It took 10 years and over $7 million to create Lake Vista Park in Oak Creek. The project is far more than a facelift of the 98-acre parcel overlooking Lake Michigan. Back in the 1920s and 1930s, a chemical plant operated there, leaving behind arsenic and other contaminants.
The City of Oak Creek has gradually transformed the lakefront property, featuring tall grasses and native plants. But first crews had to carefully cap most of the site with two-feet of clay.
Oak Creek environmental engineer Susan Winnen, who oversaw the project, says aggregate materials - like soils for example - brought onto the site to fashion the park had to carefully monitored. “Imported soil has to be tested. We took borings to test the clay. When they loaded trucks at quarry, drivers were given a ticket. If they arrived without a ticket, they were turned away."

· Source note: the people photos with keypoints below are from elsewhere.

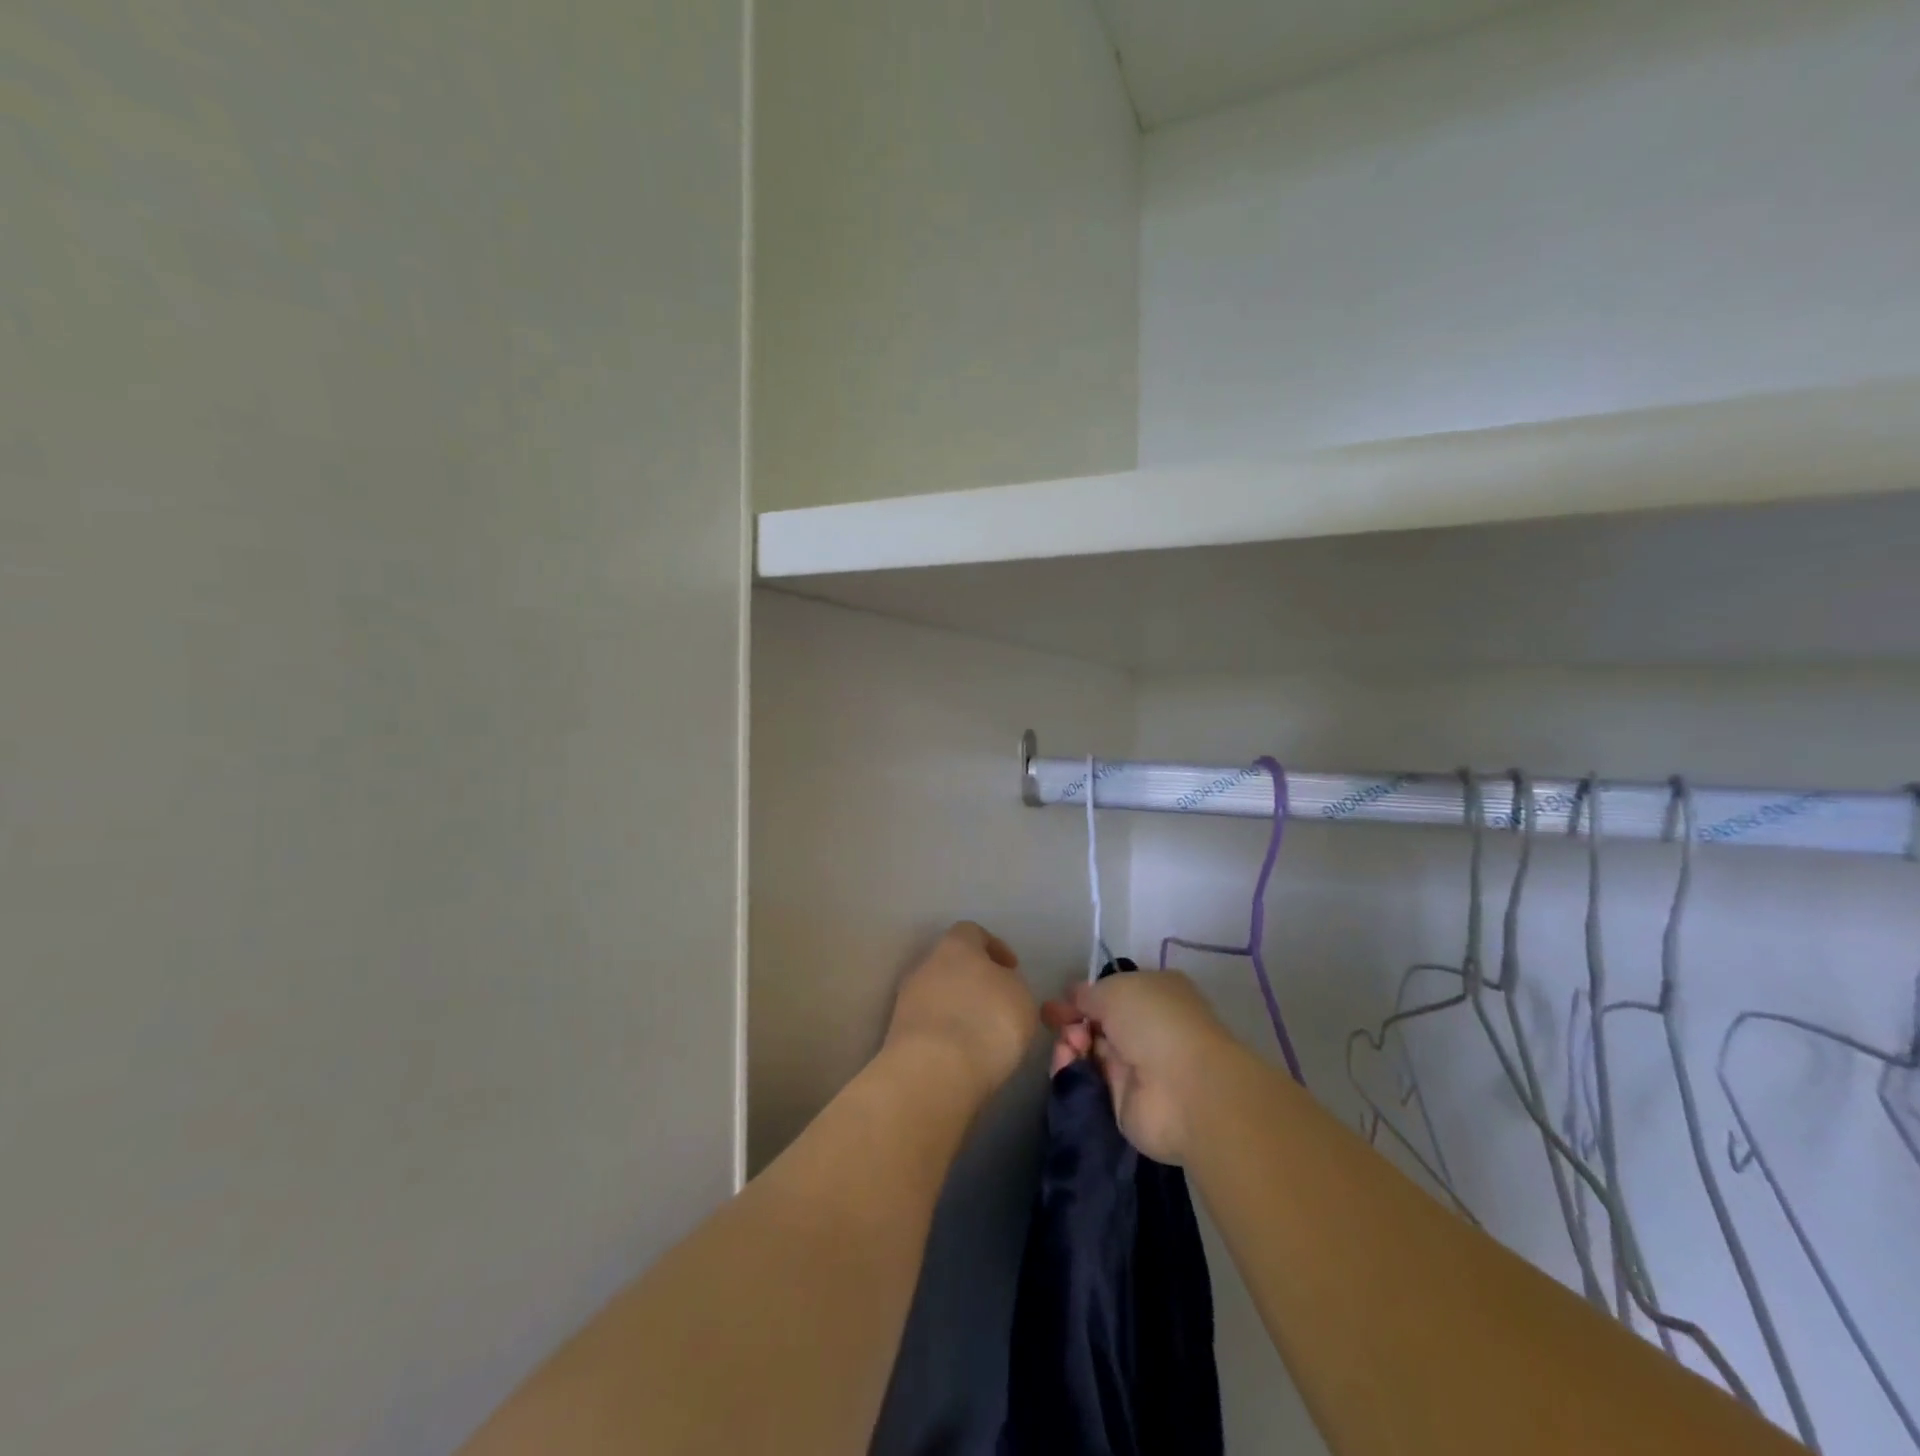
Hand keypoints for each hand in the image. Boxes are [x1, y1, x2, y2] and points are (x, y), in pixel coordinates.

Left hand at [884, 923, 1036, 1104]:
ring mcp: (906, 999)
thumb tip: (1000, 988)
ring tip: (981, 1034)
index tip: (1012, 970)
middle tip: (996, 1004)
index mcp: (956, 945)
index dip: (994, 948)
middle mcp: (926, 964)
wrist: (934, 1072)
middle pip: (951, 963)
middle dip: (973, 981)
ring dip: (957, 1008)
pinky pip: (928, 1024)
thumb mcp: (1022, 999)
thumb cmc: (987, 1022)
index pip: (972, 932)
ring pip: (937, 994)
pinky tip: (963, 1054)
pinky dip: (945, 1034)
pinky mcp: (897, 1034)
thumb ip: (1011, 986)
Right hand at [1043, 971, 1239, 1163]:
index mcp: (1155, 994)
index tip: (1060, 1001)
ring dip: (1071, 1043)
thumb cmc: (1154, 1022)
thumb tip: (1076, 996)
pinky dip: (1071, 1070)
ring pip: (1090, 1051)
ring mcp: (1136, 1067)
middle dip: (1073, 1020)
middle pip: (1098, 1023)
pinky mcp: (1123, 1102)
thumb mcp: (1115, 989)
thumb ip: (1090, 993)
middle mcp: (1147, 1029)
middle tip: (1056, 1022)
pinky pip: (1089, 1081)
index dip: (1085, 996)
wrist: (1183, 1089)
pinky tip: (1065, 1062)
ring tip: (1068, 1045)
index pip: (1114, 993)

A stately stone tower now overlooks Lake Michigan. Winnen calls the beacon structure the park’s centerpiece. “It’s meant to reference a lighthouse structure and the lake’s history. It’s a place for people to view the lake and take pictures. We’re about to install a solar lamp at the top that will glows.”
Paths, designed to accessible for all visitors, radiate from the tower throughout the park.

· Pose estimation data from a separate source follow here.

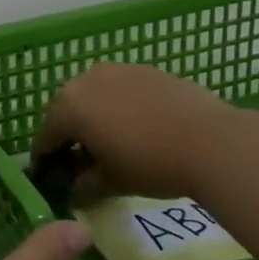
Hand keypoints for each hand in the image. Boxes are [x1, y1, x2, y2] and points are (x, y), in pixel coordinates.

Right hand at [33, 62, 234, 201]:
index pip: (45, 136)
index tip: (50, 178)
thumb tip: (74, 189)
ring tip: (111, 143)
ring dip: (96, 118)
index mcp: (68, 106)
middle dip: (70, 135)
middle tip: (80, 161)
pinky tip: (138, 129)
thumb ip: (83, 185)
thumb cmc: (149, 164)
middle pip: (68, 111)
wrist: (213, 142)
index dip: (45, 160)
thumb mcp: (109, 183)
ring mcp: (120, 70)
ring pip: (96, 97)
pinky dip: (121, 108)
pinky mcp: (150, 70)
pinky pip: (123, 91)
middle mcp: (87, 79)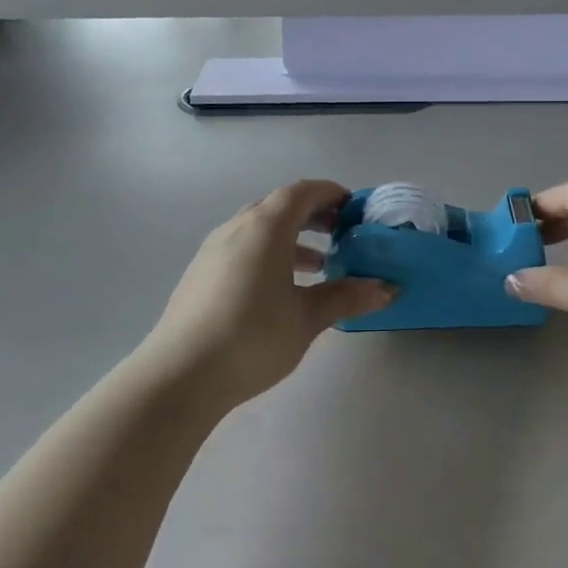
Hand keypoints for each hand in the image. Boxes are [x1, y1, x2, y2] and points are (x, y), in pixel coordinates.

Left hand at [141, 180, 392, 403]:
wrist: (180, 375)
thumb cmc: (253, 338)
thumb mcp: (308, 318)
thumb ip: (347, 297)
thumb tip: (387, 288)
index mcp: (265, 228)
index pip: (301, 192)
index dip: (330, 194)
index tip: (355, 209)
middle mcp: (236, 229)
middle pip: (279, 207)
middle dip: (313, 215)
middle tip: (343, 234)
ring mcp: (213, 251)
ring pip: (258, 230)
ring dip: (291, 238)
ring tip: (319, 266)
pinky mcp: (200, 275)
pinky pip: (242, 249)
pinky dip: (268, 254)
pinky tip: (281, 290)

Walk south and two picnic shelters offer equally magnificent views. These aren’t your run-of-the-mill structures. They’re wooden roofed with slatted walls anchored to cement foundations.
To the west – in the middle of the park - a glass-walled pavilion and whimsical playgrounds await their first visitors.
Two bioretention systems, or large raingardens with engineered soils, slow down and store stormwater that eventually feeds into a meandering stone-studded ditch designed to mimic a river.
Nearby the trail system weaves through a stand of mature trees, including hickory and birch.
Winnen says the trees and the adjacent bluff stand out for more than one reason: “This area was never developed; it was always woods. And this (bluff) area was not developed; it was always just bluff. And so it does not have any cap and the trees have survived.”
A unique program - called Voluntary Party Liability Exemption - administered by the Wisconsin DNR was key to remediating and reimagining the parcel, she explains.
“It’s a way to ensure old industrial owners can clean up their site and walk away – rather than fencing off the property without public use. The DNR oversees the proces." Winnen continues, “The future liability is removed from company and assumed by the state.”
Nearly 200 of these projects have been completed throughout Wisconsin, and 100 additional sites are in the works.
She says bonding and grants also helped cover the more than $7 million cost of transforming the land.
Winnen, along with others, is eager to see the park come alive with native plants and people when it is officially christened this summer.